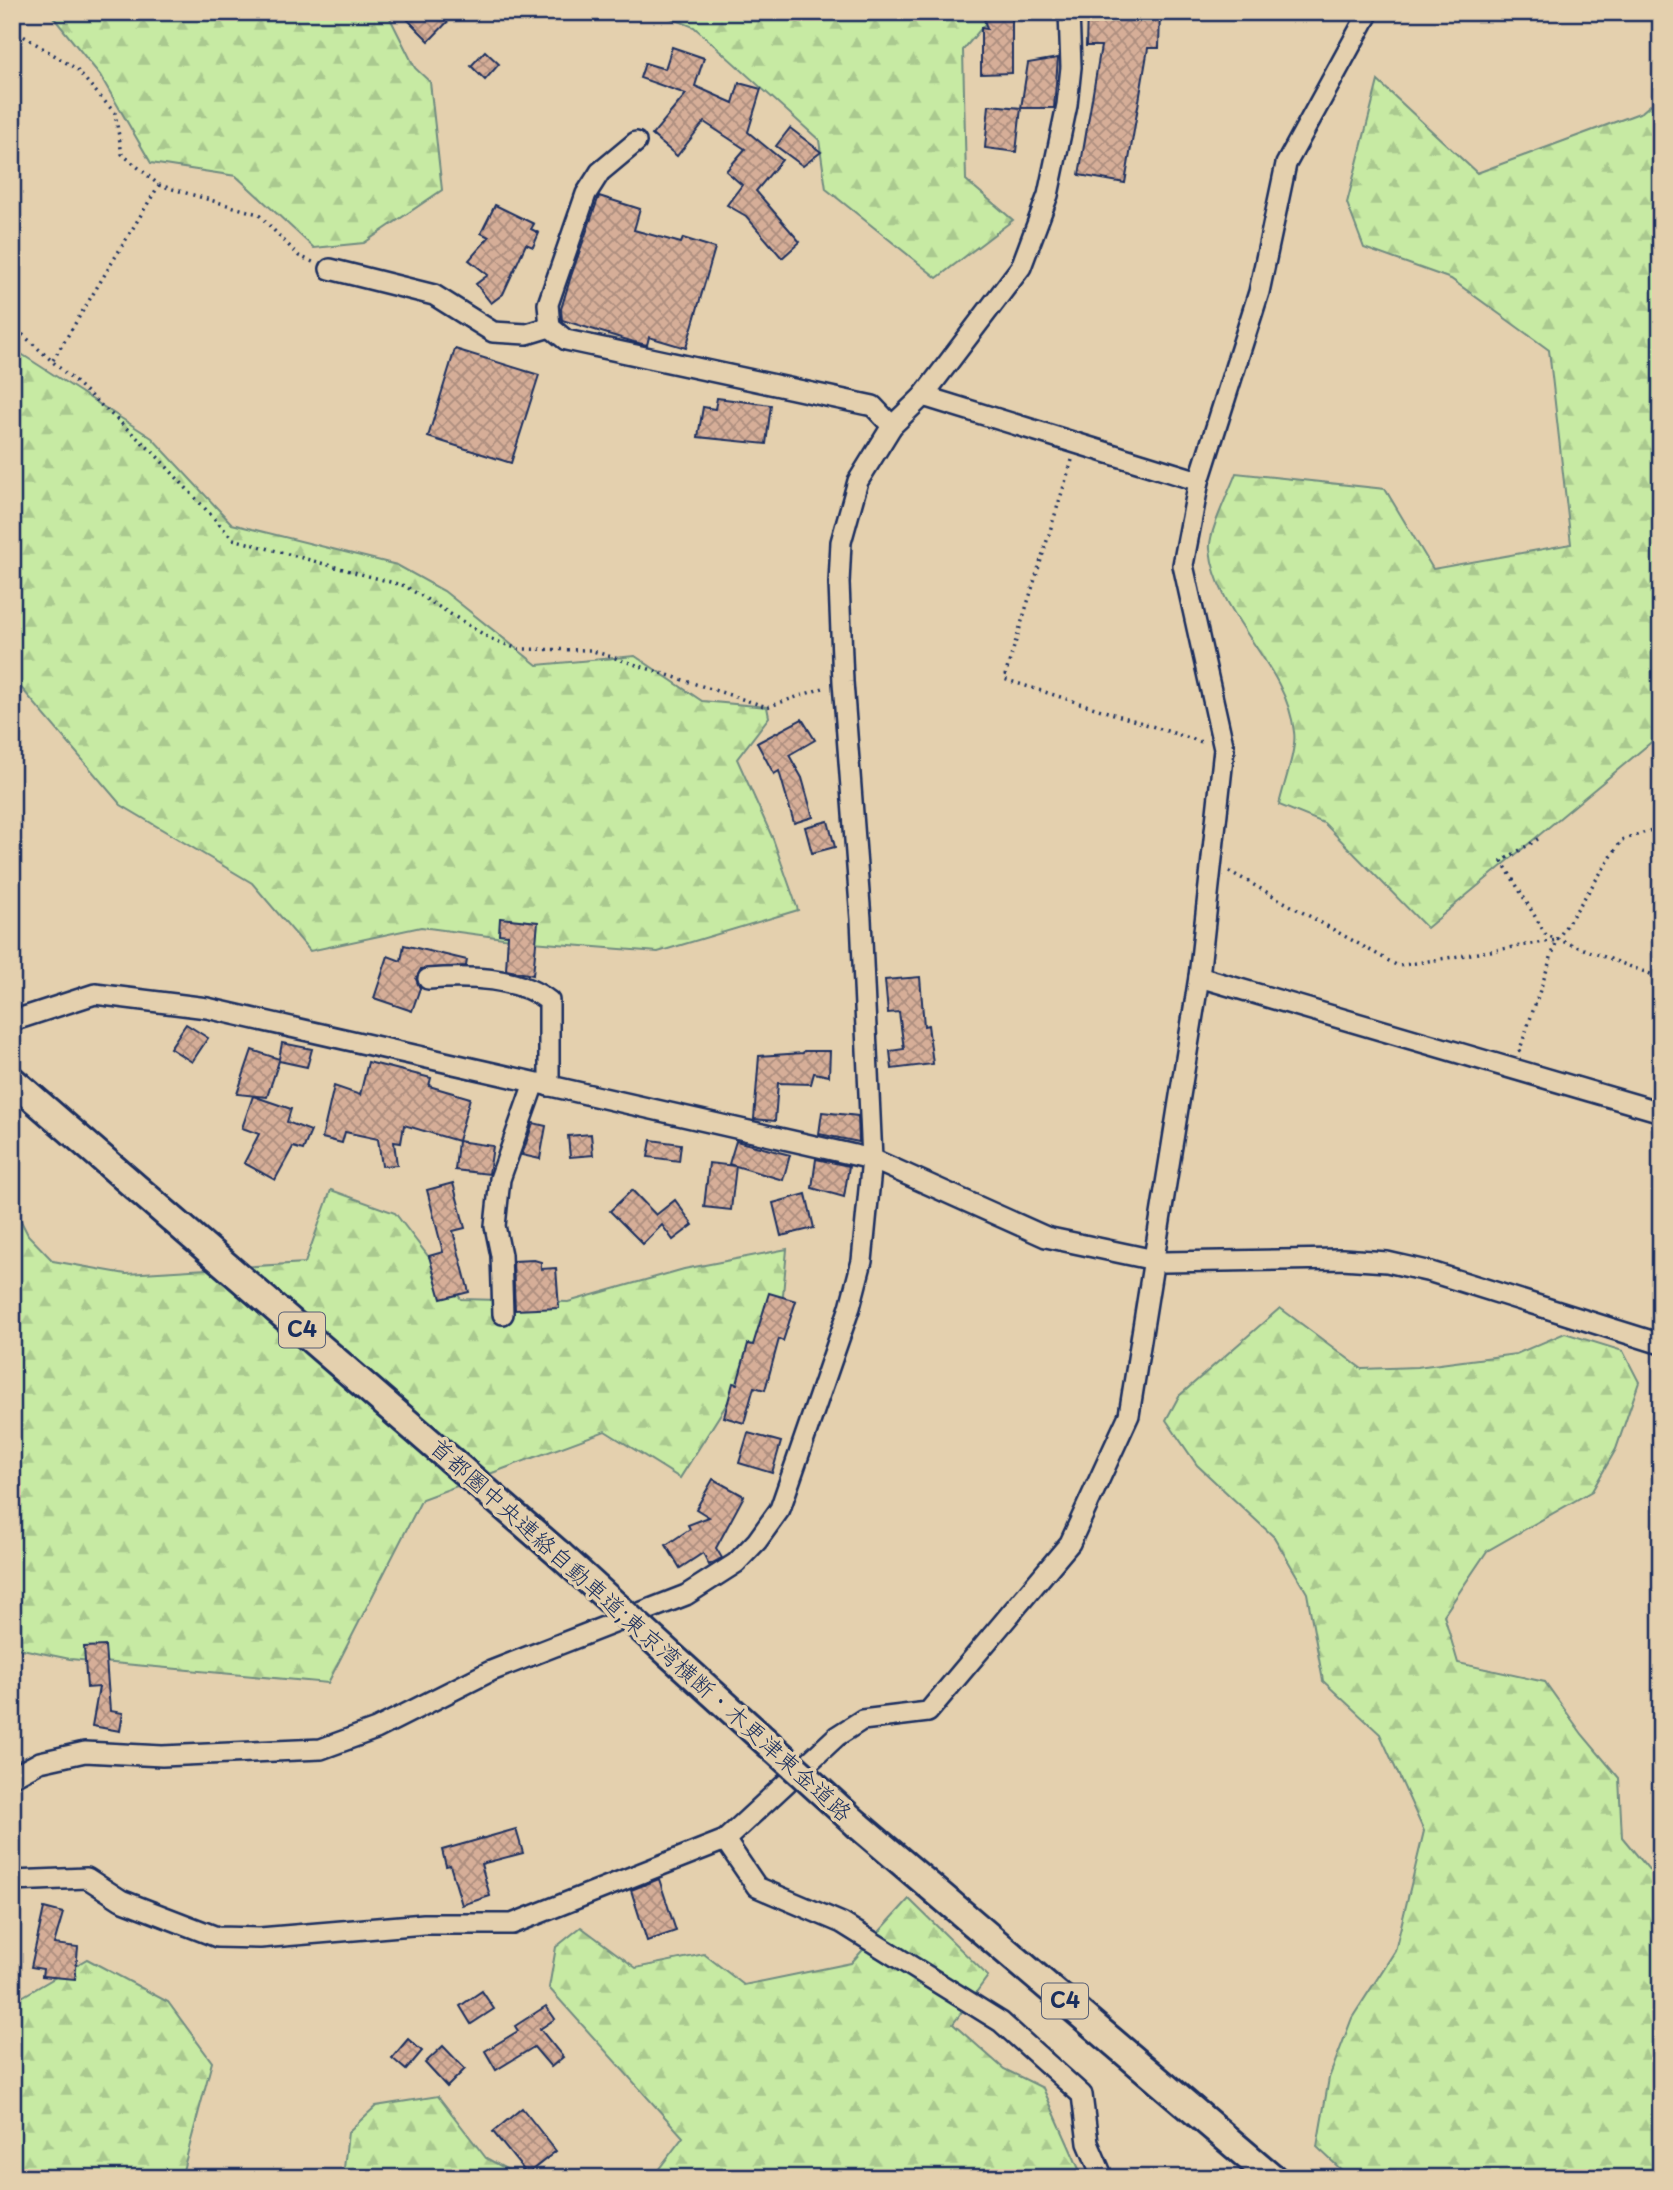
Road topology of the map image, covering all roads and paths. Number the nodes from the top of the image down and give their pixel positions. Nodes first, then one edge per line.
1 (1069, 12) edge
2 (1370, 12) edge
3 (12, 29) edge
4 (636, 142) dead end
5 (159, 185) junction
6 (330, 269) joint
7 (12, 325) edge
8 (551, 327) junction
9 (53, 360) junction
10 (923, 396) junction
11 (892, 426) junction
12 (1077, 443) junction
13 (1199, 481) junction
14 (843, 682) junction
15 (1224, 749) junction
16 (1661, 827) edge
17 (1538, 839) dead end
18 (1213, 862) junction
19 (1557, 940) junction
20 (1199, 977) junction
21 (1661, 978) edge
22 (428, 979) dead end
23 (12, 1021) edge
24 (1514, 1067) junction
25 (12, 1080) edge
26 (542, 1084) junction
27 (1661, 1112) edge
28 (872, 1159) junction
29 (1152, 1258) junction
30 (503, 1314) dead end
31 (1661, 1344) edge
32 (12, 1777) edge
33 (725, 1840) junction
34 (12, 1881) edge
35 (1103, 2178) edge
36 (1273, 2178) edge

1 - 10 street
2 - 13 street
3 - 5 path
4 - 8 street
5 - 6 path
5 - 9 path
6 - 8 street
7 - 9 path
8 - 11 street
9 - 14 path
10 - 11 street
10 - 12 street
11 - 14 street
12 - 13 street
12 - 15 path
13 - 15 street
14 - 28 street
15 - 18 street
16 - 19 path
17 - 19 path
18 - 19 path
18 - 20 street
19 - 21 path
19 - 24 path
20 - 24 street
20 - 29 street
22 - 26 street
23 - 26 street
24 - 27 street
25 - 36 highway, 首都圏中央連絡自動車道;東京湾横断・木更津東金道路 / C4, bridge
26 - 28 street
26 - 30 street
28 - 29 street
28 - 32 street
29 - 31 street
29 - 33 street
33 - 34 street
33 - 35 street

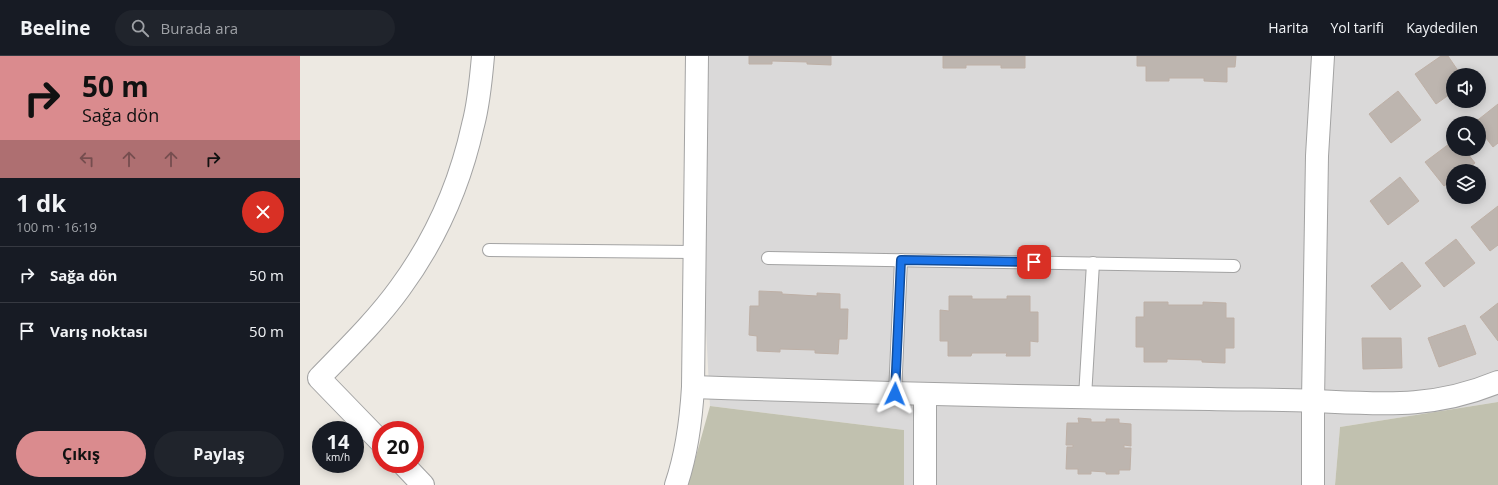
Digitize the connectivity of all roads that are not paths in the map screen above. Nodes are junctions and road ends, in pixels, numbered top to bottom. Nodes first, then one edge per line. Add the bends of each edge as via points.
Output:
1 (483, 56) edge
2 (697, 56) edge
3 (1323, 56) edge
4 (488, 250) dead end
5 (694, 252) junction
6 (768, 258) dead end
7 (901, 260) junction
8 (1093, 263) junction
9 (1234, 266) dead end
10 (1498, 382) edge
11 (693, 387) junction
12 (895, 394) junction
13 (925, 395) junction
14 (1085, 397) junction
15 (1313, 401) junction
16 (372, 433) edge
17 (412, 473) edge
18 (423, 485) edge
19 (676, 485) edge
20 (925, 485) edge
21 (1313, 485) edge

1 - 16 street via 474,124 445,212 400,289 319,378
2 - 5 street
3 - 15 street via 1317,156
4 - 5 lane
5 - 11 street
6 - 7 lane
7 - 8 lane
7 - 12 lane
8 - 9 lane
8 - 14 lane
10 - 15 street via 1457,396 1418,403 1361,404
11 - 12 street
11 - 19 street via 691,423
12 - 13 street
13 - 14 street
13 - 20 street
14 - 15 street
15 - 21 street
17 - 18 street

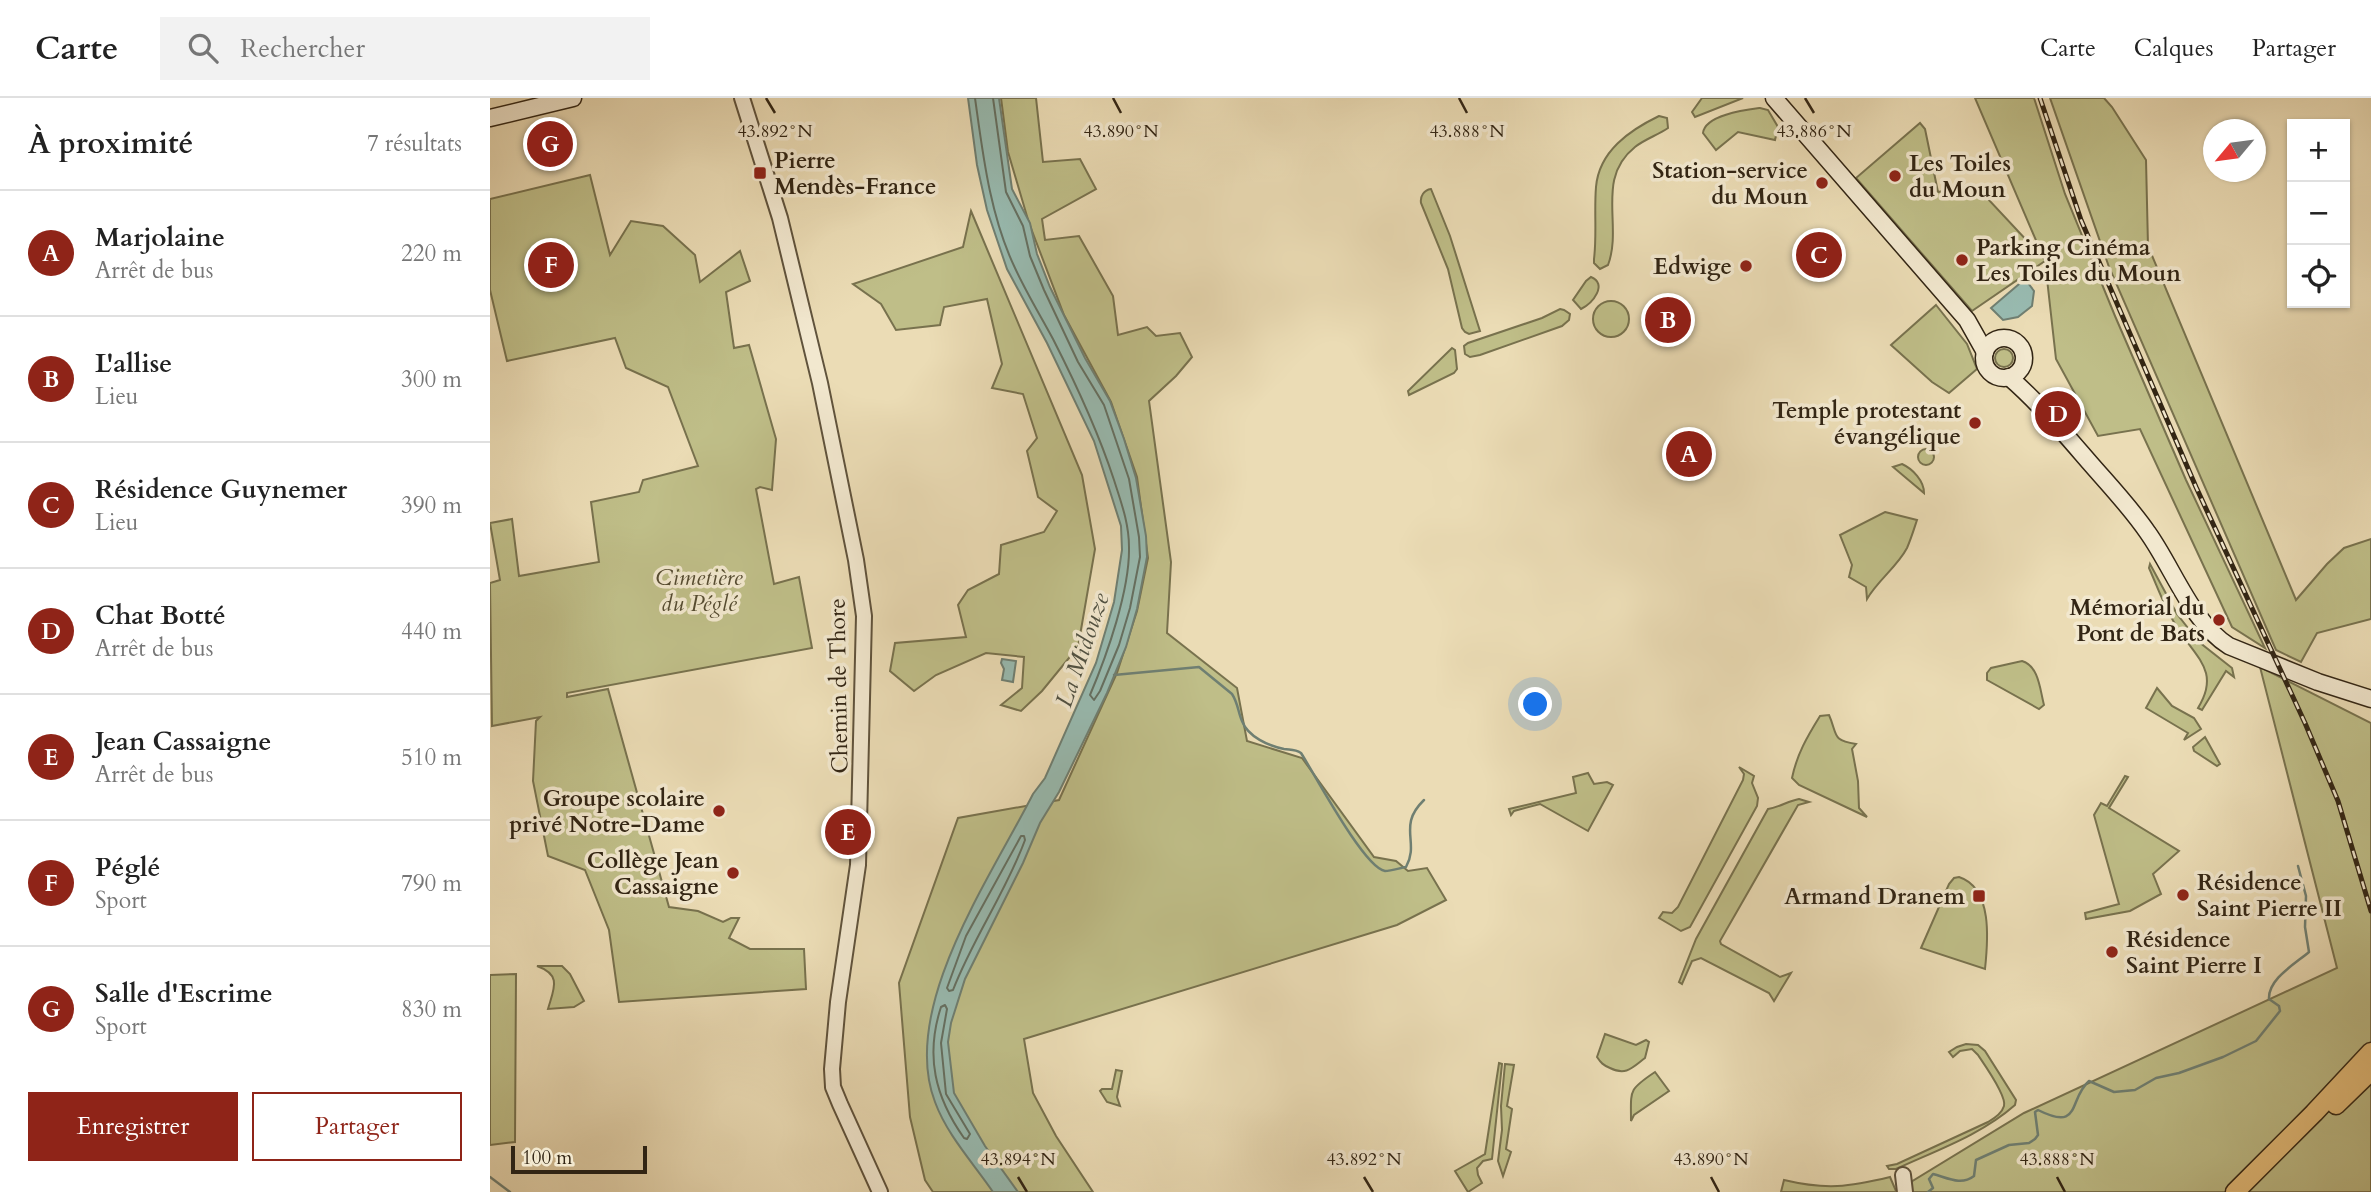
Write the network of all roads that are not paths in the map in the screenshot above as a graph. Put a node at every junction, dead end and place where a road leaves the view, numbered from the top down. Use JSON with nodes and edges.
{"nodes":[{"id":1,"x":573,"y":98,"type":"edge"},
{"id":2,"x":742,"y":98,"type":"edge"},
{"id":3,"x":1774,"y":98,"type":"edge"},
{"id":4,"x":490,"y":118,"type":"edge"},
{"id":5,"x":1990,"y":346,"type":"junction"},
{"id":6,"x":2014,"y":373,"type":"junction"},
{"id":7,"x":2318,"y":682,"type":"junction"},
{"id":8,"x":2371,"y":699,"type":"edge"},
{"id":9,"x":2371,"y":710,"type":"edge"},
{"id":10,"x":2371,"y":1052,"type":"edge"},
{"id":11,"x":2371,"y":1071,"type":"edge"},
{"id":12,"x":1903,"y":1175,"type":"dead end"},
{"id":13,"x":880,"y":1192,"type":"edge"},
{"id":14,"x":1905,"y":1192,"type":"edge"},
{"id":15,"x":2235,"y":1192,"type":"edge"},
{"id":16,"x":2246,"y":1192,"type":"edge"}],
"edges":[{"from":1,"to":4,"type":"main road"},
{"from":2,"to":13,"type":"street","name":"Chemin de Thore"},
{"from":3,"to":5,"type":"main road"},
{"from":5,"to":6,"type":"main road"},
{"from":5,"to":6,"type":"main road"},
{"from":6,"to":7,"type":"main road"},
{"from":7,"to":8,"type":"main road"},
{"from":7,"to":9,"type":"main road"},
{"from":10,"to":15,"type":"main road"},
{"from":11,"to":16,"type":"main road"},
{"from":12,"to":14,"type":"street"}]}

....

## Task directions
Pictures aside, restate the entries word for word.

## Reply to the task
Road topology of the map image, covering all roads and paths. Number the nodes from the top of the image down and give their pixel positions. Nodes first, then one edge per line.
1 (1069, 12) edge
2 (1370, 12) edge
3 (12, 29) edge
4 (636, 142) dead end
5 (159, 185) junction
6 (330, 269) joint
7 (12, 325) edge
8 (551, 327) junction
9 (53, 360) junction
10 (923, 396) junction
11 (892, 426) junction
12 (1077, 443) junction
13 (1199, 481) junction
14 (843, 682) junction
15 (1224, 749) junction
16 (1661, 827) edge
17 (1538, 839) dead end
18 (1213, 862) junction
19 (1557, 940) junction
20 (1199, 977) junction
21 (1661, 978) edge
22 (428, 979) dead end
23 (12, 1021) edge
24 (1514, 1067) junction
25 (12, 1080) edge
26 (542, 1084) junction
27 (1661, 1112) edge
28 (872, 1159) junction
29 (1152, 1258) junction
30 (503, 1314) dead end
31 (1661, 1344) edge
32 (12, 1777) edge
33 (725, 1840) junction
34 (12, 1881) edge
35 (1103, 2178) edge
36 (1273, 2178) edge

1 - 10 street
2 - 13 street
3 - 5 path
4 - 8 street
5 - 6 path
5 - 9 path
6 - 8 street
7 - 9 path
8 - 11 street
9 - 14 path
10 - 11 street
10 - 12 street
11 - 14 street
12 - 13 street
12 - 15 path
13 - 15 street
14 - 28 street
15 - 18 street
16 - 19 path
17 - 19 path
18 - 19 path
18 - 20 street
19 - 21 path
19 - 24 path
20 - 24 street
20 - 29 street
22 - 26 street
23 - 26 street
24 - 27 street
25 - 36 highway, 首都圏中央連絡自動車道;東京湾横断・木更津東金道路 / C4, bridge
26 - 28 street
26 - 30 street
28 - 29 street
28 - 32 street
29 - 31 street
29 - 33 street
33 - 34 street
33 - 35 street

Digitize the connectivity of all roads that are not paths in the map screen above. Nodes are junctions and road ends, in pixels, numbered top to bottom. Nodes first, then one edge per line. Add the bends of each edge as via points.
Output:
1 (483, 56) edge
2 (697, 56) edge
3 (1323, 56) edge
4 (488, 250) dead end
5 (694, 252) junction
6 (768, 258) dead end
7 (901, 260) junction
8 (1093, 263) junction
9 (1234, 266) dead end
10 (1498, 382) edge
11 (693, 387) junction
12 (895, 394) junction
13 (925, 395) junction
14 (1085, 397) junction
15 (1313, 401) junction
16 (372, 433) edge
17 (412, 473) edge
18 (423, 485) edge
19 (676, 485) edge
20 (925, 485) edge
21 (1313, 485) edge

1 - 16 street via 474,124 445,212 400,289 319,378
2 - 5 street
3 - 15 street via 1317,156
4 - 5 lane
5 - 11 street
6 - 7 lane
7 - 8 lane
7 - 12 lane
8 - 9 lane
8 - 14 lane
10 - 15 street via 1457,396 1418,403 1361,404
11 - 12 street
11 - 19 street via 691,423
12 - 13 street
13 - 14 street
13 - 20 street
14 - 15 street
15 - 21 street
17 - 18 street

Write the network of all roads that are not paths in the map in the screenshot above as a graph. Put a node at every junction, dead end and place where a road leaves the view, numbered from the top down. Use JSON with nodes and edges.
{"nodes":[{"id":1,"x":573,"y":98,"type":"edge"},
{"id":2,"x":742,"y":98,"type":"edge"},
{"id":3,"x":1774,"y":98,"type":"edge"},
{"id":4,"x":490,"y":118,"type":"edge"},
{"id":5,"x":1990,"y":346,"type":"junction"},
{"id":6,"x":2014,"y":373,"type":"junction"},
{"id":7,"x":2318,"y":682,"type":"junction"},
{"id":8,"x":2371,"y":699,"type":"edge"},
{"id":9,"x":2371,"y":710,"type":"edge"},
{"id":10,"x":2371,"y":1052,"type":"edge"},
{"id":11,"x":2371,"y":1071,"type":"edge"},
{"id":12,"x":1903,"y":1175,"type":"dead end"},
{"id":13,"x":880,"y":1192,"type":"edge"},
{"id":14,"x":1905,"y":1192,"type":"edge"},
{"id":15,"x":2235,"y":1192,"type":"edge"},
{"id":16,"x":2246,"y":1192,"type":"edge"}],
"edges":[{"from":1,"to":4,"type":"main road"},
{"from":2,"to":13,"type":"street","name":"Chemin de Thore"},
{"from":3,"to":5,"type":"main road"},
{"from":5,"to":6,"type":"main road"},
{"from":5,"to":6,"type":"main road"},
{"from":6,"to":7,"type":"main road"},
{"from":7,"to":8,"type":"main road"},
{"from":7,"to":9,"type":"main road"},
{"from":10,"to":15,"type":"main road"},
{"from":11,"to":16,"type":"main road"},
{"from":12,"to":14,"type":"street"}]}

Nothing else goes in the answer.